Many consumers seem to be barely financially literate even after receiving financial education. Financial education does not excite its students, and there is an observable lack of transference of knowledge into good financial behavior. Furthermore, the prevailing wisdom in finance changes over the course of time. One solution governments can pursue is to make default financial options safe and inexpensive.
More than half of Americans over the age of 50 correctly answered two simple financial questions on interest and inflation in a recent survey. The author highlights the lack of financial literacy among the general population, the apparent immutability of financial behavior despite financial education, and some ideas for solving these problems.
How Is This Article Useful to Practitioners?
One idea for policymakers is to provide more financial education. In Britain, for example, financial literacy was recently added to the national school curriculum. But various surveys have found no conclusive evidence that financial education translates into more financial knowledge or better financial behavior. A survey of students from a Midwestern U.S. state found that students who had not taken a financial course were more likely to pay their credit card in full every month than counterparts who had studied the subject.
Another example would be timely and targeted financial education for individuals who are purchasing a house or struggling with credit card payments. But this approach also has limitations. In one example, 0.4% of struggling credit card borrowers logged on for a free online financial literacy course and only a meager 0.03% completed the course.
Financial practitioners should also note that the current prevailing wisdom can be proven wrong in the future. For example, it was thought that pension portfolios with high equity allocations would earn high returns and reduce the contributions required by individuals. After more than a decade of turbulence in equity markets, we know such a supposition is too simplistic.

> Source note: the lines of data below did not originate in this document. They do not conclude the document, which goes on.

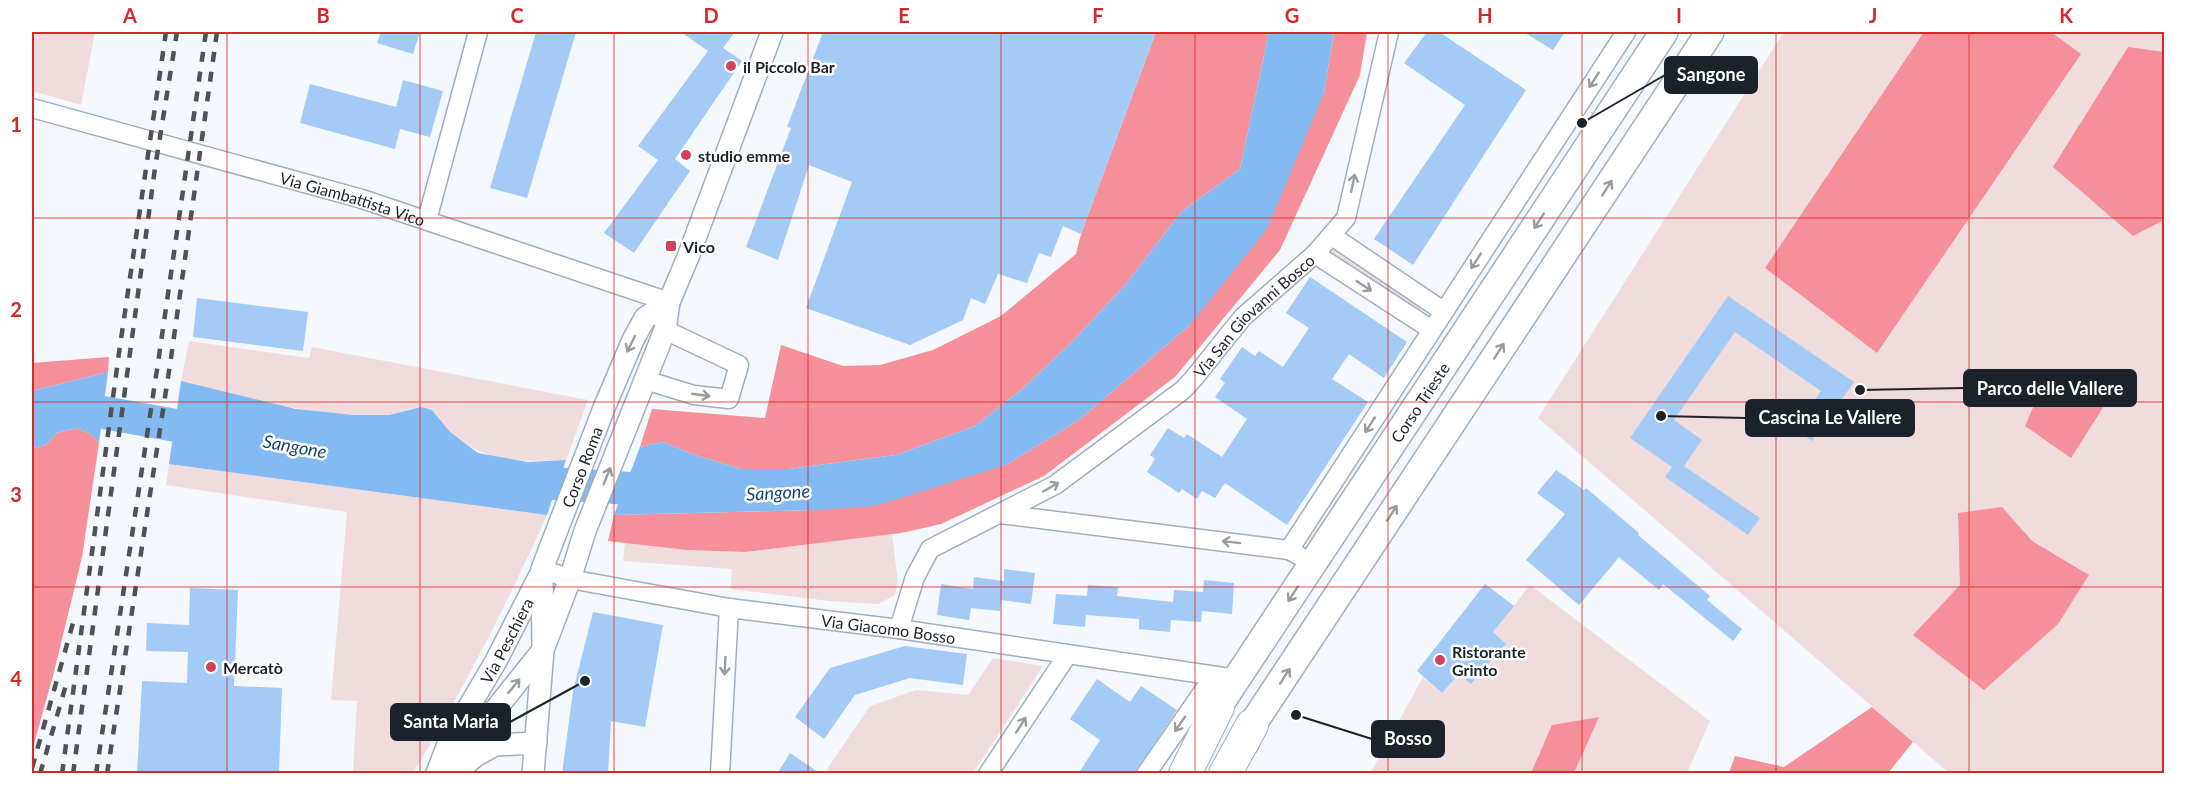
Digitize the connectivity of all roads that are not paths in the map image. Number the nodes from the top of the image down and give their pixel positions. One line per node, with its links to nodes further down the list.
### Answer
1 (478, 32): 8 (street)
2 (772, 32): 11 (street, Corso Roma)
3 (1389, 32): 9 (street, Via San Giovanni Bosco, one-way to 3)
4 (1626, 32): 12 (street, Corso Trieste, one-way to 12)
5 (1664, 32): 19 (main road, Corso Trieste, one-way to 19)
6 (1710, 32): 28 (main road, one-way to 6)
7 (32, 108): 8 (street, Via Giambattista Vico)
8 (427, 220): 11 (street, Via Giambattista Vico)
9 (1332, 236): 10 (street, Via San Giovanni Bosco); 12 (street)
10 (1315, 254): 14 (street, one-way to 14); 17 (street, Via San Giovanni Bosco, one-way to 10)
11 (669, 302): 13 (street, Corso Roma); 16 (street, Corso Roma, one-way to 16)
12 (1443, 311): 14 (street, Corso Trieste)
13 (665, 330): 15 (street, Corso Roma); 15 (street, one-way to 13)
14 (1432, 330): 18 (street, Corso Trieste, one-way to 18)
15 (645, 380): 21 (street, Corso Roma, one-way to 15)
16 (565, 512): 20 (street, Corso Roma); 21 (street)
17 (999, 514): 18 (street, one-way to 17); 23 (street, Via San Giovanni Bosco)
18 (1289, 550): 19 (street)
19 (1312, 565): 26 (main road, Corso Trieste, one-way to 26)
20 (542, 569): 21 (street, Via Giacomo Bosso); 24 (street, Corso Roma); 30 (street, Via Peschiera)
21 (570, 579): 22 (street, Via Giacomo Bosso); 24 (street, Corso Roma)
22 (729, 608): 23 (street, Via Giacomo Bosso); 34 (street, one-way to 34)
23 (899, 629): 25 (street, Via Giacomo Bosso)
24 (543, 650): 29 (street, Corso Roma); 31 (street, Via Peschiera, one-way to 24)
25 (1068, 654): 26 (street, Via Giacomo Bosso); 35 (street, one-way to 25)
26 (1225, 677): 27 (main road, Corso Trieste); 36 (street, one-way to 36)
27 (1218, 707): 37 (main road, Corso Trieste); 38 (highway)
28 (1252, 725): 39 (highway); 40 (main road)
29 (536, 743): 32 (street); 33 (street, Corso Roma)
30 (436, 774)
31 (444, 774)
32 (455, 774)
33 (533, 774)
34 (720, 774)
35 (988, 774)
36 (1146, 774)
37 (1174, 774)
38 (1185, 774)
39 (1226, 774)
40 (1232, 774)

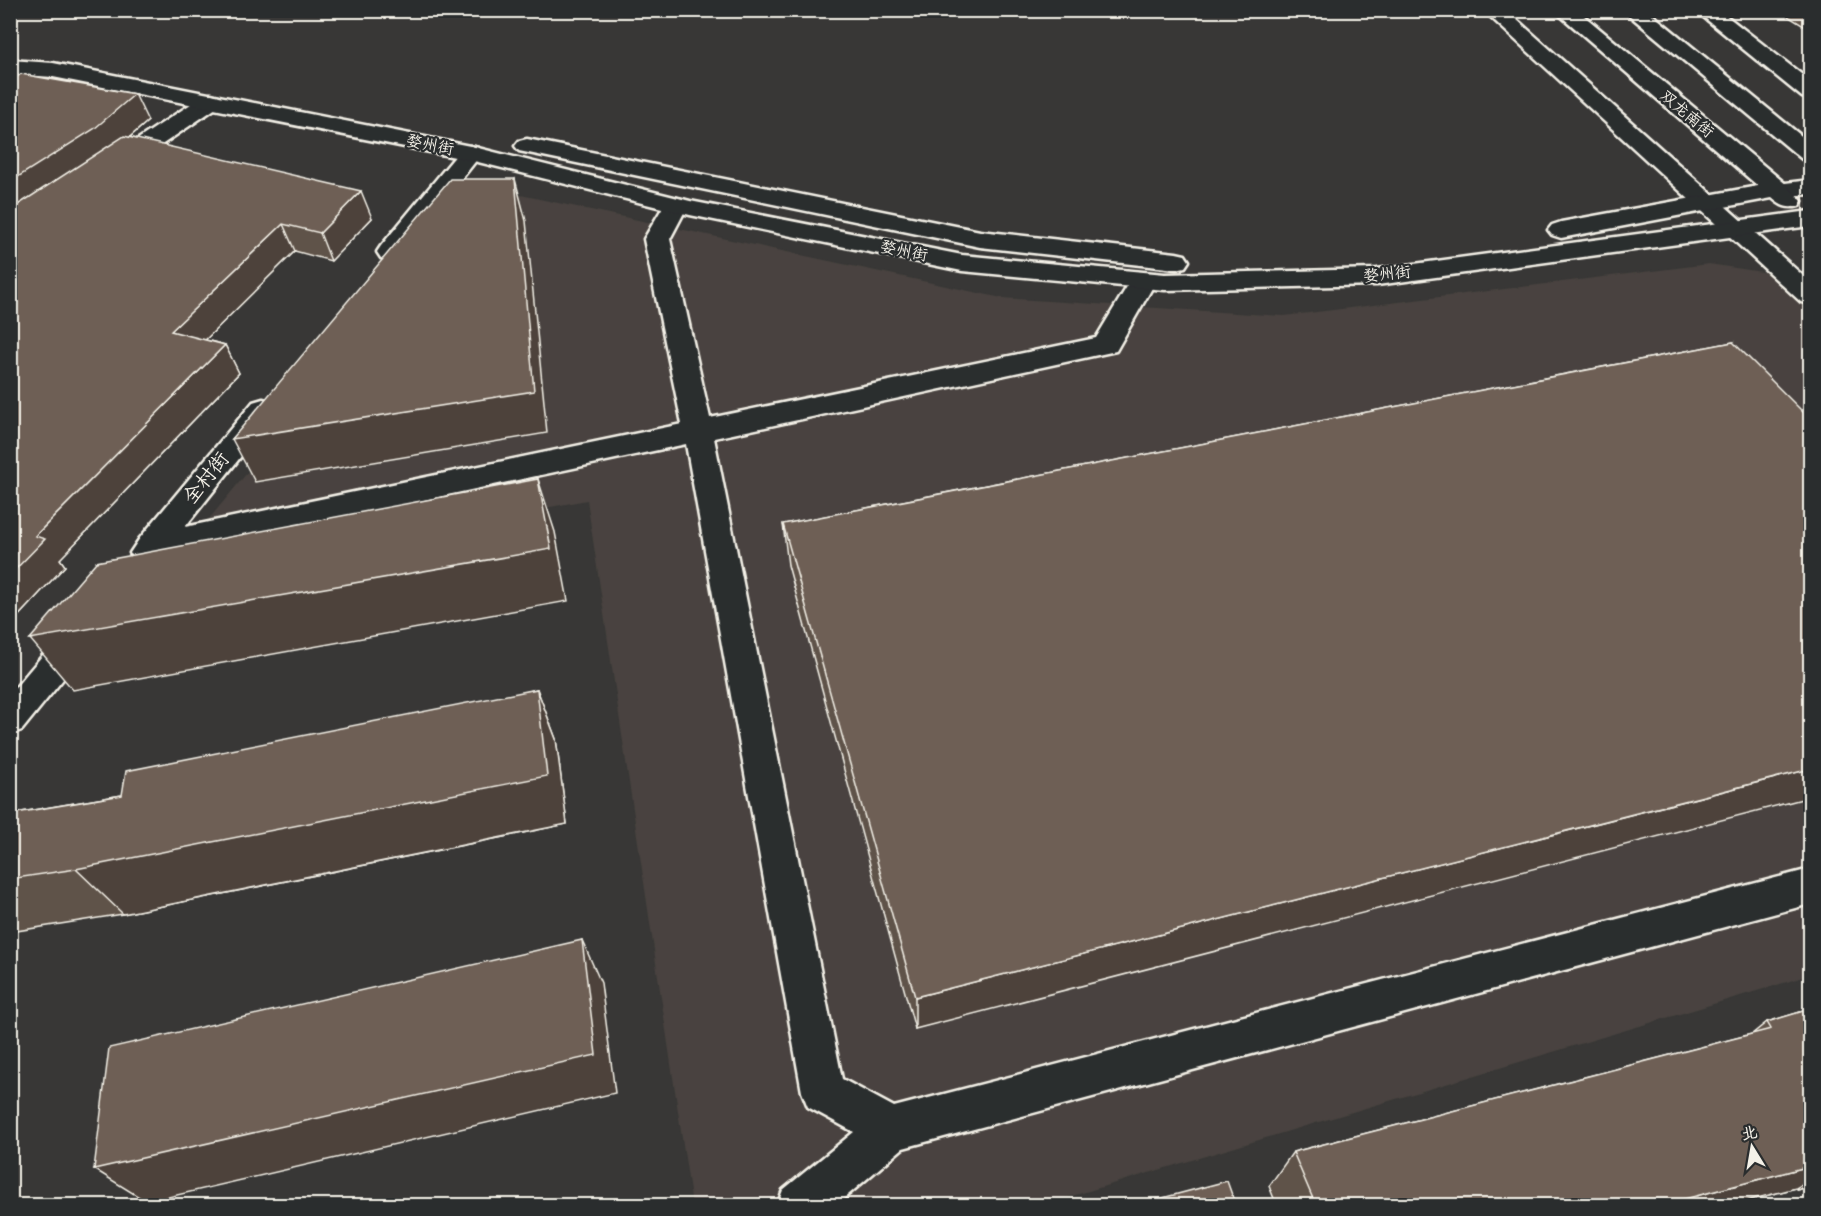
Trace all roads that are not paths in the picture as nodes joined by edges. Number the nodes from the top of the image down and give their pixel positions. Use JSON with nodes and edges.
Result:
{"nodes":[{"id":1,"x":1493,"y":10,"type":"edge"},
{"id":2,"x":1564,"y":10,"type":"edge"},
{"id":3,"x":1634,"y":10,"type":"edge"},
{"id":4,"x":1705,"y":10,"type":"edge"},
{"id":5,"x":10,"y":50,"type":"edge"},
{"id":6,"x":10,"y":67,"type":"edge"},
{"id":7,"x":1810,"y":92,"type":"edge"},
{"id":8,"x":211,"y":102,"type":"junction"},
{"id":9,"x":470,"y":153,"type":"junction"},
{"id":10,"x":1810,"y":154,"type":"edge"},
{"id":11,"x":96,"y":178,"type":"edge"},
{"id":12,"x":1810,"y":187,"type":"edge"},
{"id":13,"x":1778,"y":190,"type":"junction"},
{"id":14,"x":1707,"y":204,"type":"junction"},
{"id":15,"x":676,"y":205,"type":"junction"},
{"id":16,"x":1810,"y":219,"type":"edge"},
{"id":17,"x":1736,"y":229,"type":"junction"},
{"id":18,"x":374,"y":272,"type":"edge"},
{"id":19,"x":1143,"y":280,"type":"junction"},
{"id":20,"x":1810,"y":296,"type":"edge"},
{"id":21,"x":278,"y":391,"type":"edge"},
{"id":22,"x":698,"y":430,"type":"junction"},
{"id":23,"x":151,"y":546,"type":"junction"},
{"id":24,"x":129,"y":574,"type":"edge"},
{"id":25,"x":99,"y":610,"type":"edge"},
{"id":26,"x":10,"y":720,"type":"edge"},
{"id":27,"x":1810,"y":887,"type":"edge"},
{"id":28,"x":892,"y":1129,"type":"junction"},
{"id":29,"x":799,"y":1206,"type":"edge"}],
"edges":[{"from":1,"to":14,"type":"main road"},
{"from":2,"to":13,"type":"main road","name":"双龙南街"},
{"from":3,"to":10,"type":"main road"},
{"from":4,"to":7,"type":"main road"},
{"from":5,"to":14,"type":"main road","name":"婺州街"},
{"from":6,"to":8,"type":"main road","name":"婺州街"},
{"from":8,"to":9,"type":"main road","name":"婺州街"},
{"from":8,"to":11,"type":"main road"},
{"from":9,"to":15,"type":"main road","name":"婺州街"},
{"from":9,"to":18,"type":"main road"},
{"from":12,"to":13,"type":"main road","name":"婺州街"},
{"from":13,"to":14,"type":"main road","name":"婺州街"},
{"from":13,"to":16,"type":"main road","name":"双龙南街"},
{"from":14,"to":17,"type":"main road"},
{"from":15,"to":19,"type":"main road","name":"婺州街"},
{"from":15,"to":22,"type":"main road"},
{"from":16,"to":17,"type":"main road","name":"婺州街"},
{"from":17,"to":19,"type":"main road","name":"婺州街"},
{"from":17,"to":20,"type":"main road"},
{"from":19,"to":22,"type":"main road"},
{"from":21,"to":23,"type":"main road","name":"全村街"},
{"from":22,"to":23,"type":"main road"},
{"from":22,"to":28,"type":"main road"},
{"from":23,"to":24,"type":"main road","name":"全村街"},
{"from":25,"to":26,"type":"main road"},
{"from":27,"to":28,"type":"main road"},
{"from":28,"to":29,"type":"main road"}]}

One takeaway for governments is that it might be beneficial to provide limited choices for the populace and make the default option as safe and inexpensive as possible. Consumers often avoid making financial decisions. For example, when firms offer a range of pension funds, the default option has the largest number of subscribers.
The challenges notwithstanding, the author believes we should persevere with financial education in order to prepare the children of today for life’s financial challenges. I agree that we should try new teaching methods, such as video games. But mandatory financial education would be expensive, and free financial advice is usually biased.